Tactical voting

From Simple English Wikipedia, the free encyclopedia
Jump to navigation Jump to search

Tactical voting happens when a person votes for someone other than their favorite candidate in a way to either help their favorite or achieve some other goal. This may happen in national or local elections, or even in elections for clubs and homeowner associations.

Examples[change | change source]

Say 5 people are running as candidates for board members, but only 3 will be elected. For the following situations except the last, let's say you get 1 vote.

  • Your favorite is almost guaranteed to win a seat on the board, so you may choose to vote for your second favorite candidate to help him out. That gives your two favorites a better chance of winning.
  • Your favorite is almost guaranteed to lose, so you may choose to vote for your second favorite candidate to help him out. That gives your second choice a chance of winning even though your favorite may lose.
  • Your favorite is uncertain to win, so you may choose to vote for a stronger candidate, rather than see someone else win.
  • You don't have a favorite, but hate the current leading candidate, but you may choose to vote for somebody with less votes to even out the results between them.
  • Say you get to vote for 3 candidates and your favorite is in the middle of the pack. You may choose to vote only for your favorite and not use your other 2 votes so that your favorite faces less competition.

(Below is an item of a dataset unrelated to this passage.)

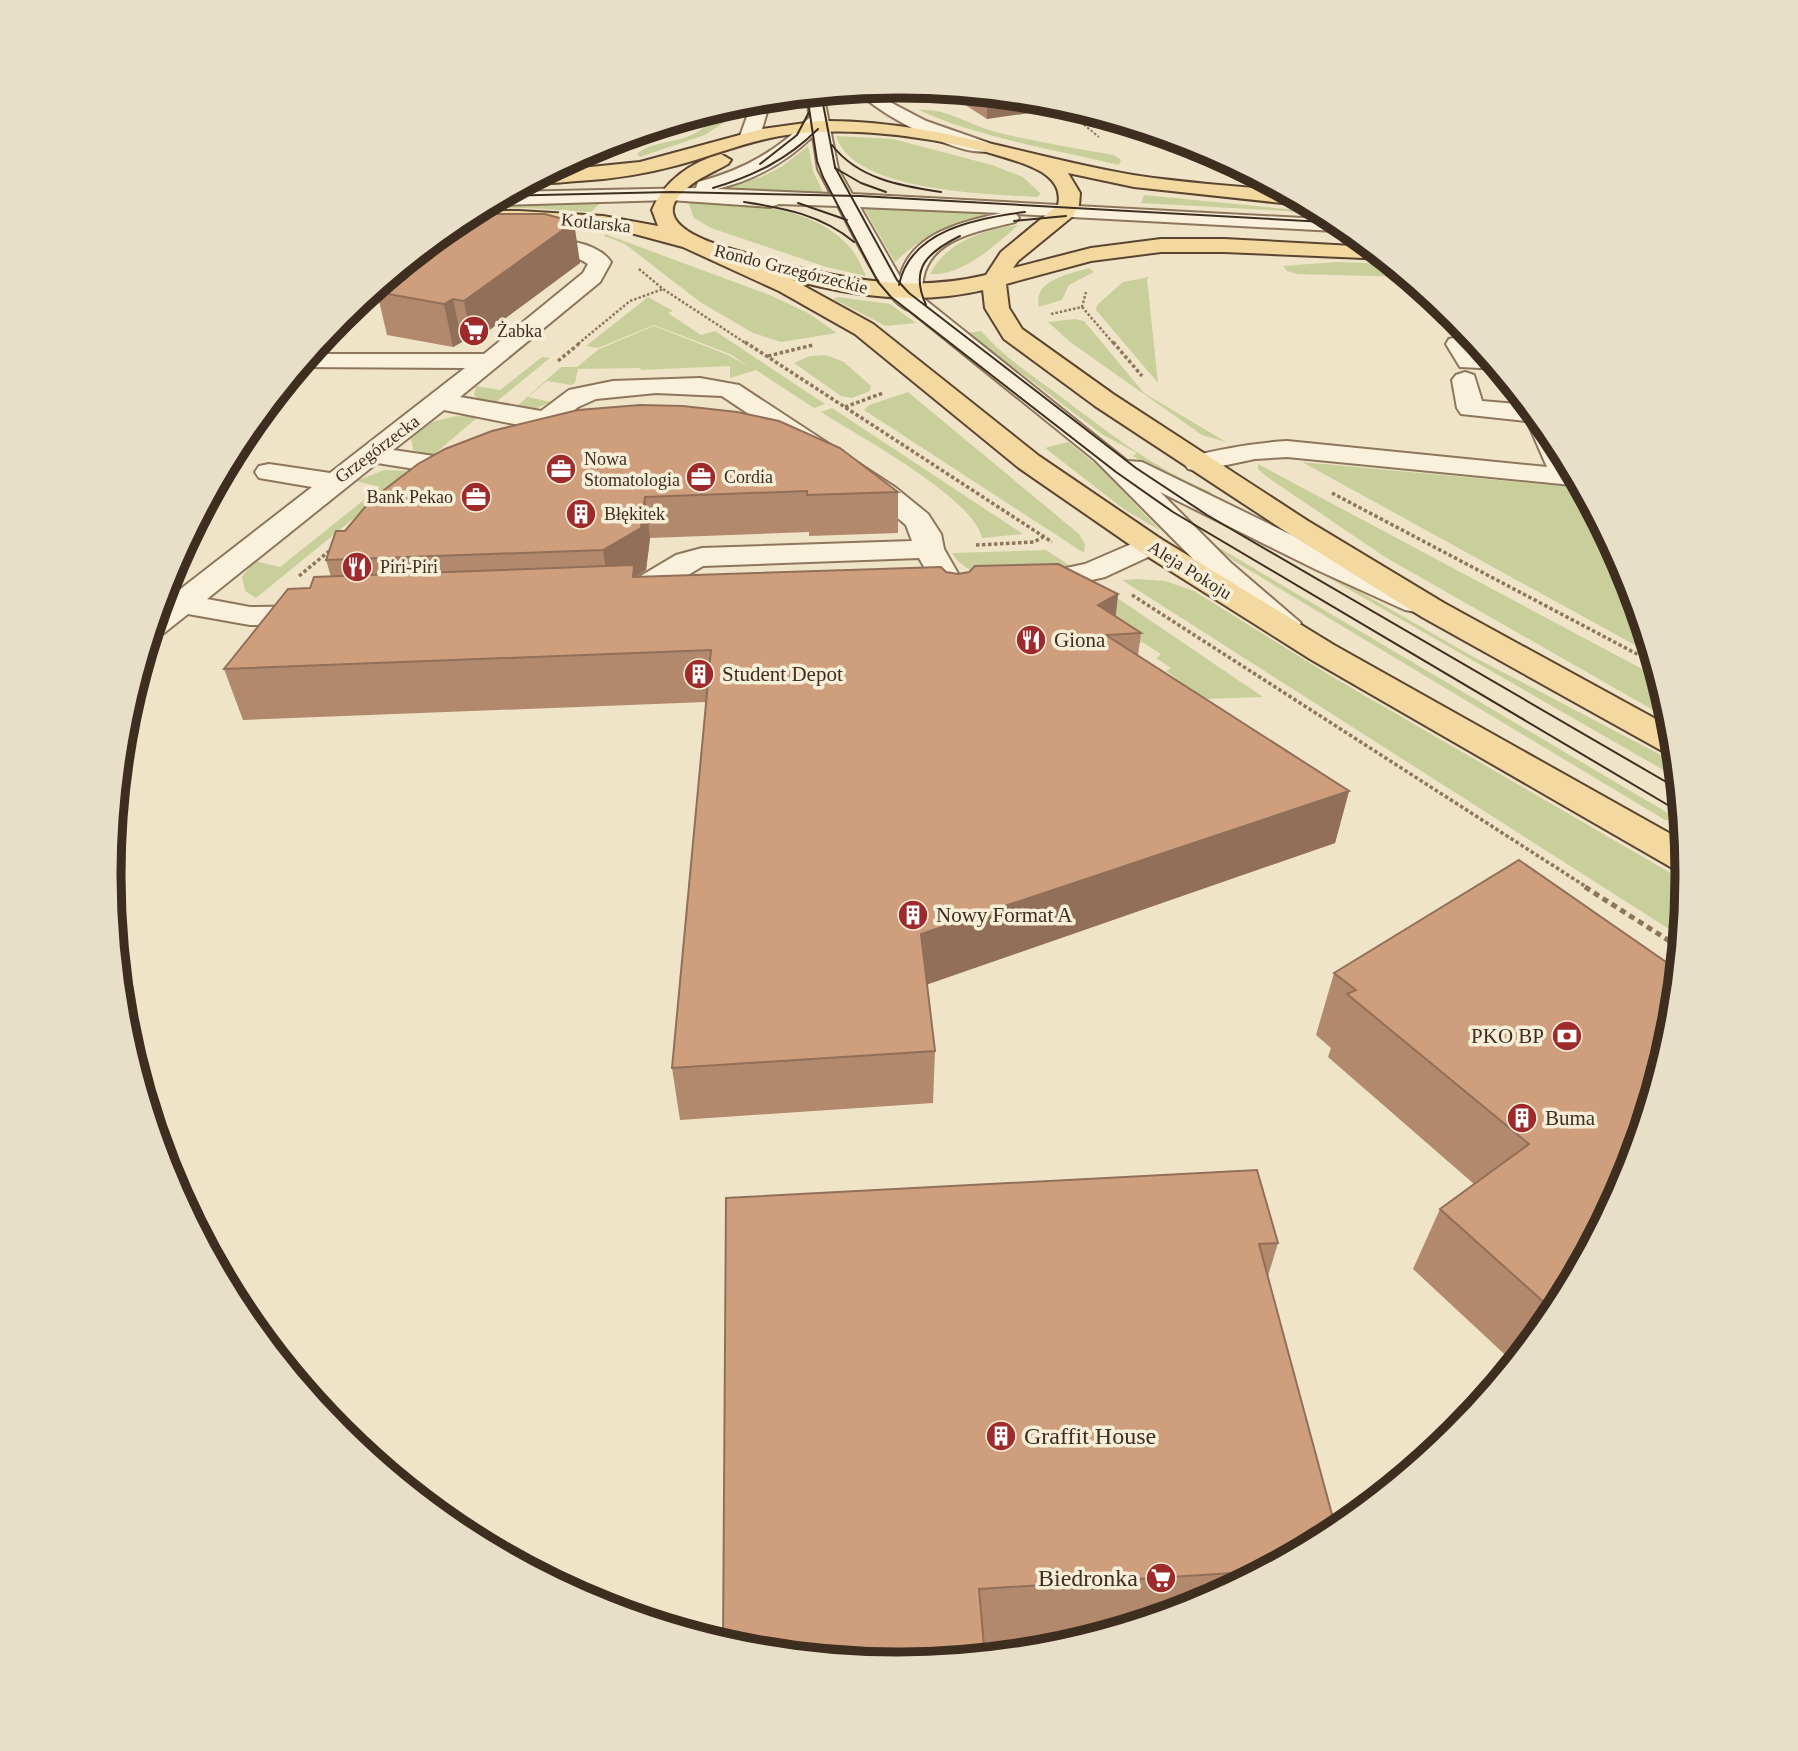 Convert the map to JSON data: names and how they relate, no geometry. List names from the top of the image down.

Another common situation happens in primary elections, where members of one party may temporarily 'cross over' to the other party to support a candidate who is getting fewer votes, hoping their favorite will face weak competition in the main election. This type of negative voting is popular but often considered unethical.

Ethics[change | change source]

Many experts question tactical voting in that it can undermine a democratic outcome. That is, ethical voters may believe it more important how a candidate wins than who wins. Others feel the end justifies the means. Most researchers tend to frown on tactical voting.

Resources[change | change source]

  • Cox, Gary (1997). Making Votes Count. Cambridge University Press. p. 340. ISBN 978-0521585279. Archived from the original on 2015-06-25. Retrieved 2010-07-06.
  • Svensson, Lars-Gunnar (1999). The Proof of the Gibbard-Satterthwaite Theorem Revisited
  • The Science of Elections, Brams, Herschbach Science Online (2001). Abstract

Other websites[change | change source]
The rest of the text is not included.